Half a year ago or so on Tumblr, I remember there being a rather vicious argument between some folks on Tumblr and an Asian American blogger who pointed out the history of Asians coded as black. I believe the focus was on South Asians who were, according to British officials, black. Naturally, such a historical fact was deemed unacceptable to those who want to believe that blackness is somehow a historically exceptional experience, and that anyone who is even a little yellow or brown cannot possibly have experienced legally institutionalized forms of “blackening” by white supremacists. 

What few people actually know or recognize is that even black activists during the 1960s, as exemplified by the opening quote, took the gesture to code Asians as black. W.E.B. Du Bois, in recognizing China’s “darkness” and potential as an anticolonial power, even believed that China could somehow “save” Africa, and wrote numerous articles, gave talks, and even a poem, on this: 

Until the Devil rose and ruled in Europe and America,
Worshipping Greed, proclaiming God, enchaining his
Preaching freedom, practicing Slavery
Making Africans the Niggers of the World.

To be mocked and spit upon,
To be crucified! Dead and buried!
But Africa is not dead; she never died, she never
She writes in sleep; the century of her degradation
She struggles to awake.

Help her China!
Help her, Dark People, who half-shared her slavery;
Who know the depths of her sorrow and humiliation;
Help her, not in Charity,

But in glorious resurrection of that day to be,
When the Black Man lives again
And sings the Songs of the Ages!

— Excerpt from W.E.B. Du Bois, “I Sing to China”

China rendered as “dark” by Du Bois is important to consider. Why would one of the most important African American intellectuals in history intentionally use the language of darkness to describe China? What most people do not know is that the reason why many black activists during the early and mid-20th century considered Asia as dark or even “black” was due to the historical “negrification” (which is a term used by black and Asian American scholars alike) of Asian immigrants which began during the mid-1800s. As Hazel McFerson points out:

The first waves of Chinese immigrants in America were stigmatized by a process of negrifying their socio-racial status, in which they, along with Filipinos in the American-colonized Philippines, were deemed as akin to Negroes. Chinese immigrants, arriving in the mid-eighteen hundreds, were perceived by whites as a “black,” marginalized, “other” comparable to African Americans in the racial imagination of white society….Chinese immigrants found that racial qualities previously assigned to blacks quickly became ‘Chinese’ characteristics.

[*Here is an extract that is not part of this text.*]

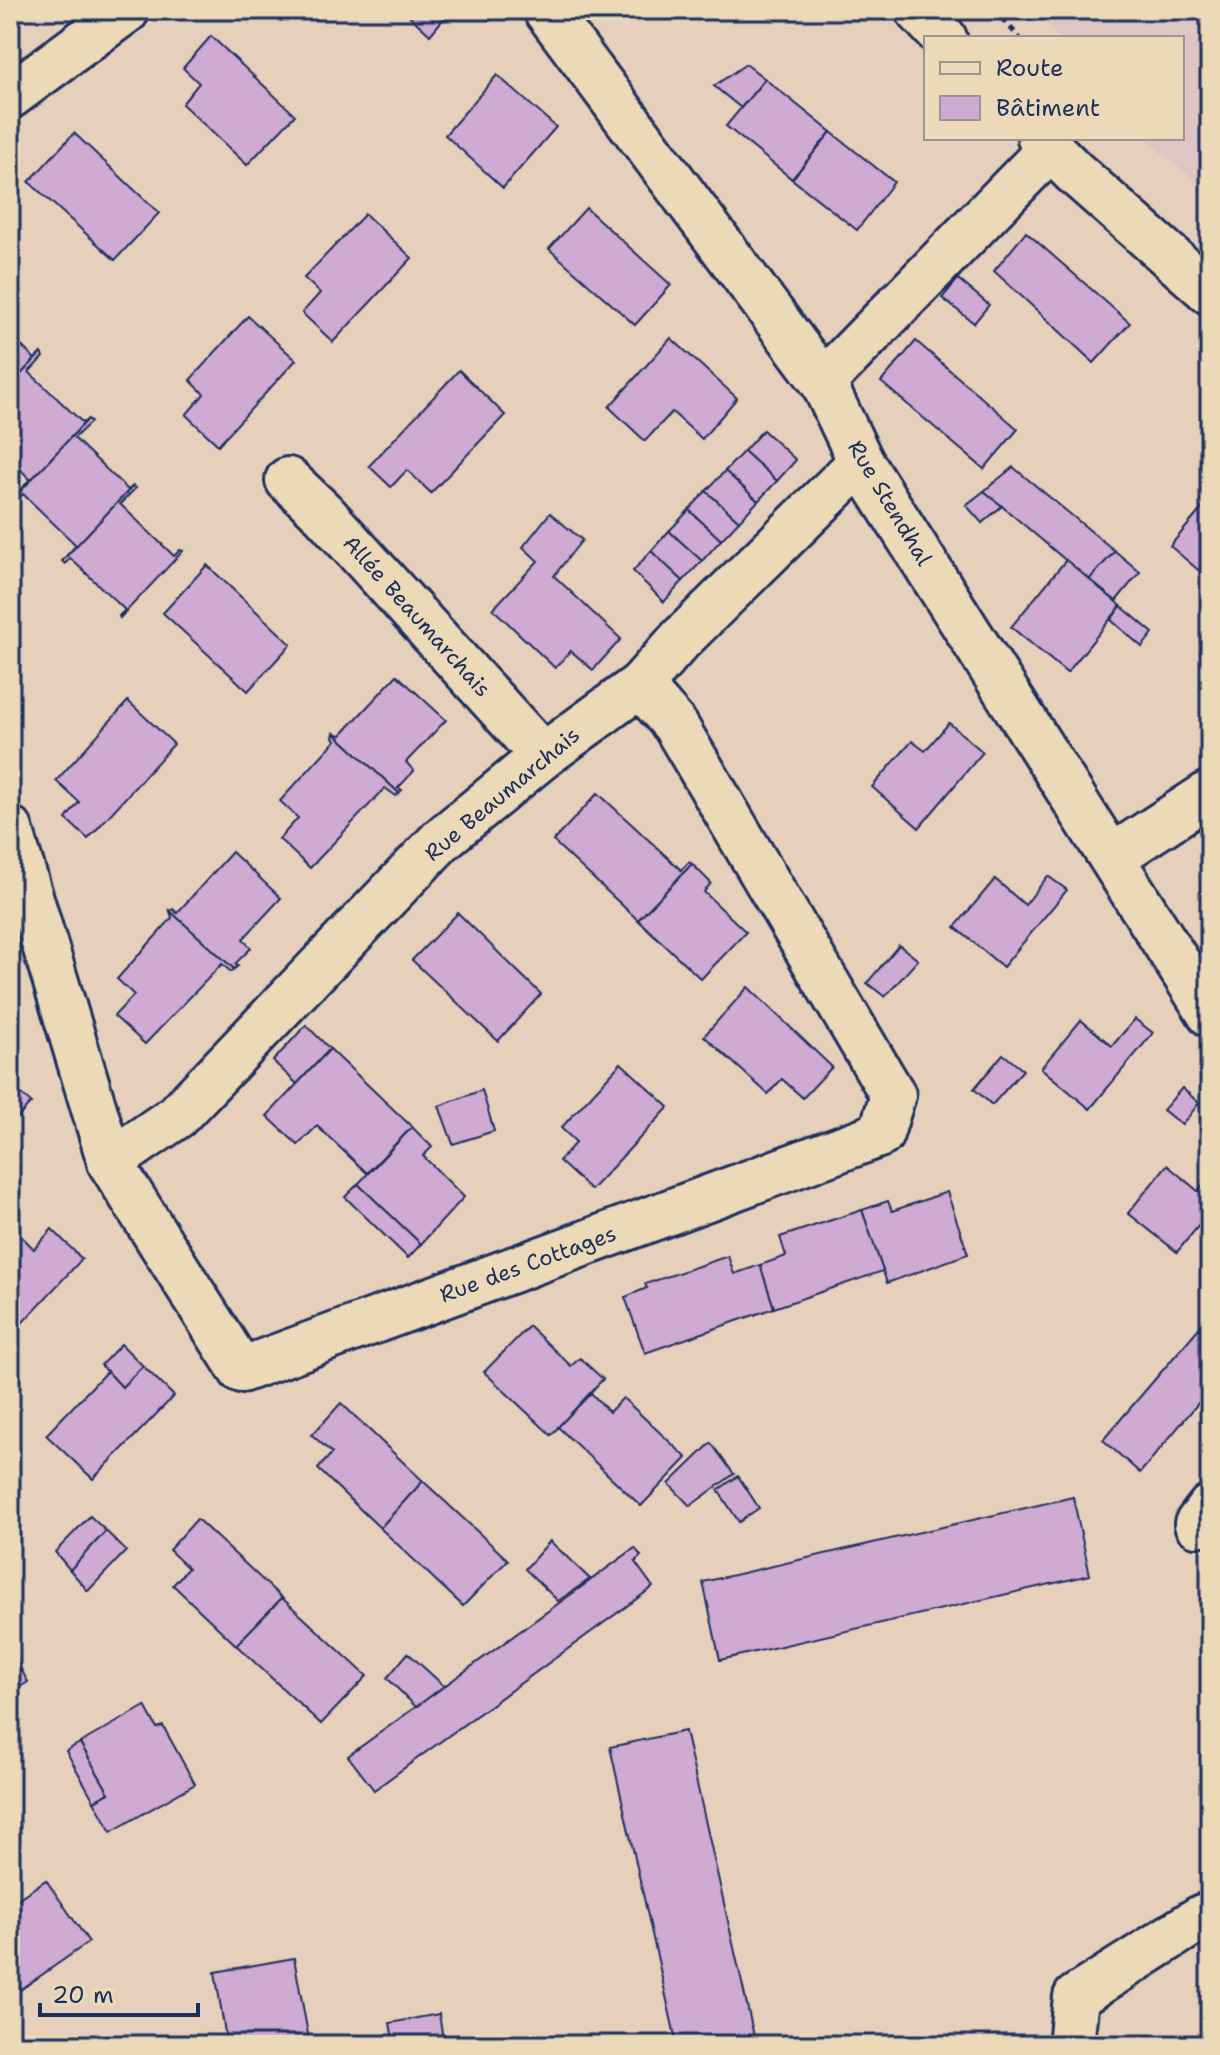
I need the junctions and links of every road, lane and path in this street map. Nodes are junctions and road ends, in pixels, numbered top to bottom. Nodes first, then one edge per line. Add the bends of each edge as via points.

White workers referred to the Chinese as “nagurs,” and a magazine cartoon depicted the Chinese as a blood-sucking vampire with slanted eyes, a pigtail, dark skin, and thick lips. Like blacks, the Chinese were described as heathen, morally inferior, savage, childlike, and lustful. Chinese women were condemned as a “depraved class,” and their depravity was associated with their physical appearance…Chinese men were seen as sensuous creatures, especially interested in white women, echoing the myth of the sexually-powerful black man. 

— Excerpt from Hazel McFerson, “Asians and African Americans in Historical Perspective” 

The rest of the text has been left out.